Typically, one can’t see flames in a liquid rocket engine because it is in a metal encasement. But at Zucrow, students put quartz windows in the side of the combustion chamber to record chemiluminescence data that tracks heat release from the combustion process. The assumption is the flame position is directly implied by the heat release.

Blacker’s research is to understand why some flames are behaving differently than designed. The ultimate goal for his research — and whatever projects follow — is to develop a non-visual indicator of lifted flames. That way, a method could be developed to look at a “real” rocket engine and know if there are flames that are misbehaving. The more that’s understood about misbehaving flames, the more could be done to enhance the performance and stability of the rocket engine.

Blacker says there have been studies on lifted turbulent jet flames, but he isn’t aware of lifted flames being studied in a rocket engine, nor is it known if they’ve ever been documented to be seen in a rocket engine at all.

“We want the flames to be anchored to the rocket injector,” he says. “That’s where the fuel and the oxygen mix and burning can occur most efficiently. Lifted flames in rocket engines are bad, in theory. That’s what we’re trying to solve.”
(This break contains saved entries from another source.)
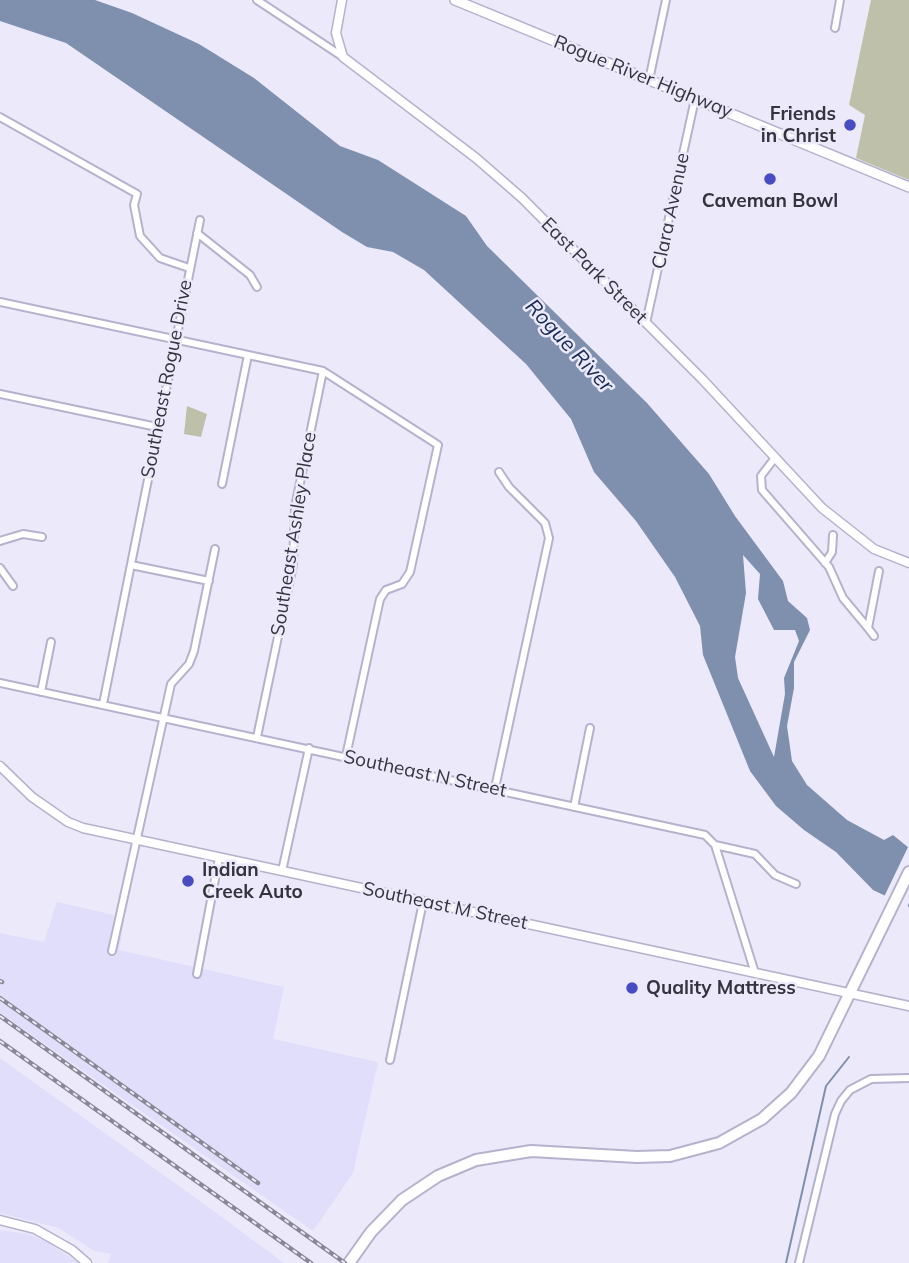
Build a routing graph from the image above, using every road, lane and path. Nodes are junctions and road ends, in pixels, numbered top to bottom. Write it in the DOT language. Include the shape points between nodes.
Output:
graph roads {
  1 [pos="257,0"];
  2 [pos="342,0"];
  3 [pos="455,0"];
  4 [pos="666,0"];
  5 [pos="840,0"];
  6 [pos="835,28"];
  7 [pos="343,57"];
  8 [pos="649,80"];
  9 [pos="695,99"];
  10 [pos="0,117"];
  11 [pos="909,187"];
  12 [pos="200,219"];
  13 [pos="197,233"];
  14 [pos="189,268"];
  15 [pos="257,287"];
  16 [pos="0,302"];
  17 [pos="646,323"];
  18 [pos="175,340"];
  19 [pos="248,355"];
  20 [pos="323,371"];
  21 [pos="0,394"];
  22 [pos="157,427"];
  23 [pos="774,459"];
  24 [pos="499,472"];
  25 [pos="222,484"];
  26 [pos="834,535"];
  27 [pos="42,537"];
  28 [pos="0,541"];
  29 [pos="215,549"];
  30 [pos="909,563"];
  31 [pos="131,565"];
  32 [pos="827,565"];
  33 [pos="0,568"];
  34 [pos="879,571"];
  35 [pos="209,581"];
  36 [pos="13,586"];
  37 [pos="868,628"];
  38 [pos="874,636"];
  39 [pos="51,642"];
  40 [pos="0,683"];
  41 [pos="41,692"];
  42 [pos="103,704"];
  43 [pos="164,717"];
  44 [pos="590,728"];
  45 [pos="257,737"];
  46 [pos="309,748"];
  47 [pos="346,756"];
  48 [pos="0,766"];
  49 [pos="495,788"];
  50 [pos="574,807"];
  51 [pos="137,839"];
  52 [pos="715,845"];
  53 [pos="219,858"];
  54 [pos="282,871"];
  55 [pos="909,872"];
  56 [pos="796,884"];
  57 [pos="424,902"];
  58 [pos="112,951"];
  59 [pos="755,973"];
  60 [pos="197,974"];
  61 [pos="851,995"];
  62 [pos="909,1006"];
  63 [pos="390,1060"];
  64 [pos="909,1078"];
  65 [pos="0,1220"];
  66 [pos="87,1263"];
  67 [pos="349,1263"];
  68 [pos="799,1263"];
  1 -- 7 [label="street, East Park Street"];
  2 -- 7 [label="street" via="336,33"];
  3 -- 8 [label="main road, Rogue River Highway"];
  4 -- 8 [label="street"];
  5 -- 6 [label="street"];
  7 -- 17 [label="street, East Park Street" via="499,178"];
  8 -- 9 [label="main road, Rogue River Highway"];
  9 -- 11 [label="main road, Rogue River Highway"];
  9 -- 17 [label="street, Clara Avenue"];
  10 -- 14 [label="street, Southeast Rogue Drive" via="137,194 140,236 160,258"];
  12 -- 13 [label="street"];
  13 -- 14 [label="street"];
  13 -- 15 [label="street" via="250,275"];
  14 -- 18 [label="street, Southeast Rogue Drive"];
  16 -- 18 [label="street"];
  17 -- 23 [label="street, East Park Street"];
  18 -- 19 [label="street"];
  18 -- 22 [label="street, Southeast Rogue Drive"];
  19 -- 20 [label="street"];
  19 -- 25 [label="street"];
  20 -- 45 [label="street, Southeast Ashley Place" via="295,507 293,565"];
  20 -- 47 [label="street" via="438,445 410,572 402,584 386,590 380,599"];
  21 -- 22 [label="street"];
  22 -- 31 [label="street, Southeast Rogue Drive"];
  23 -- 30 [label="street, East Park Street" via="862,541"];
  23 -- 32 [label="street" via="761,476 762,491"];
  24 -- 49 [label="street" via="545,523 549,538"];
  26 -- 32 [label="street"];
  27 -- 28 [label="street" via="23,534"];
  29 -- 35 [label="street"];
  31 -- 35 [label="street"];
  31 -- 42 [label="street, Southeast Rogue Drive"];
  32 -- 37 [label="street" via="843,598"];
  33 -- 36 [label="street"];
  34 -- 37 [label="street"];
  35 -- 43 [label="street" via="194,651 171,684"];
  37 -- 38 [label="street"];
  39 -- 41 [label="street"];
  40 -- 41 [label="street, Southeast N Street"];
  41 -- 42 [label="street, Southeast N Street"];
  42 -- 43 [label="street, Southeast N Street"];
  43 -- 45 [label="street, Southeast N Street"];
  43 -- 51 [label="street"];
  44 -- 50 [label="street"];
  45 -- 46 [label="street, Southeast N Street"];
  46 -- 47 [label="street, Southeast N Street"];
  46 -- 54 [label="street"];
  47 -- 49 [label="street, Southeast N Street"];
  48 -- 51 [label="street, Southeast M Street" via="32,797 75,826"];
  49 -- 50 [label="street, Southeast N Street"];
  50 -- 52 [label="street, Southeast N Street" via="705,835"];
  51 -- 53 [label="street, Southeast M Street"];
  51 -- 58 [label="street"];
  52 -- 56 [label="street, Southeast N Street" via="755,854 775,875"];
  52 -- 59 [label="street"];
  53 -- 54 [label="street, Southeast M Street"];
  53 -- 60 [label="street"];
  54 -- 57 [label="street, Southeast M Street"];
  55 -- 61 [label="highway"];
  57 -- 59 [label="street, Southeast M Street"];
  57 -- 63 [label="street"];
  59 -- 61 [label="street, Southeast M Street"];
  61 -- 62 [label="street, Southeast M Street"];
  61 -- 67 [label="highway" via="800,1082 770,1113 738,1134 698,1150 662,1157 531,1151 476,1160 415,1190 391,1210"];
  64 -- 68 [label="street" via="879,1077 863,1082 850,1090 838,1107"];
  65 -- 66 [label="street" via="35,1229"];
}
Blacker’s research also is unique because these lifted flames aren’t observed in just any academic rocket engine but one with nine injector elements. Multi-element rocket engines more closely resemble orbit-class rocket engines. As a result, the fact that lifted flames exist in this combustor could have implications for the space-launch industry. Only Zucrow offers the rare opportunity to study these engines.

Typically, most of the rocket engine combustors fired at Zucrow are single-element. There is a single hole from which fuel and oxidizer enter the combustion chamber. In a multi-element rocket engine, there are often hundreds. For his research, Blacker has been able to use data from a nine-element engine at Zucrow.

“Even if someone had this optical data of lifted flames in a single-element rocket engine, it would be very interesting. But this is even closer to what actually might happen in the real thing,” he says.

Blacker’s research doesn’t require him to touch hardware. He mostly works on a computer, analyzing point-wise and 2D spatiotemporal measurements. Ideally, he’s hoping to throw out the 2D measurements and discern if the flames are acting strangely with just the measurements that exist on real rocket engines, which are the pressure measurements.

“It’s a pretty cool project,” Blacker says.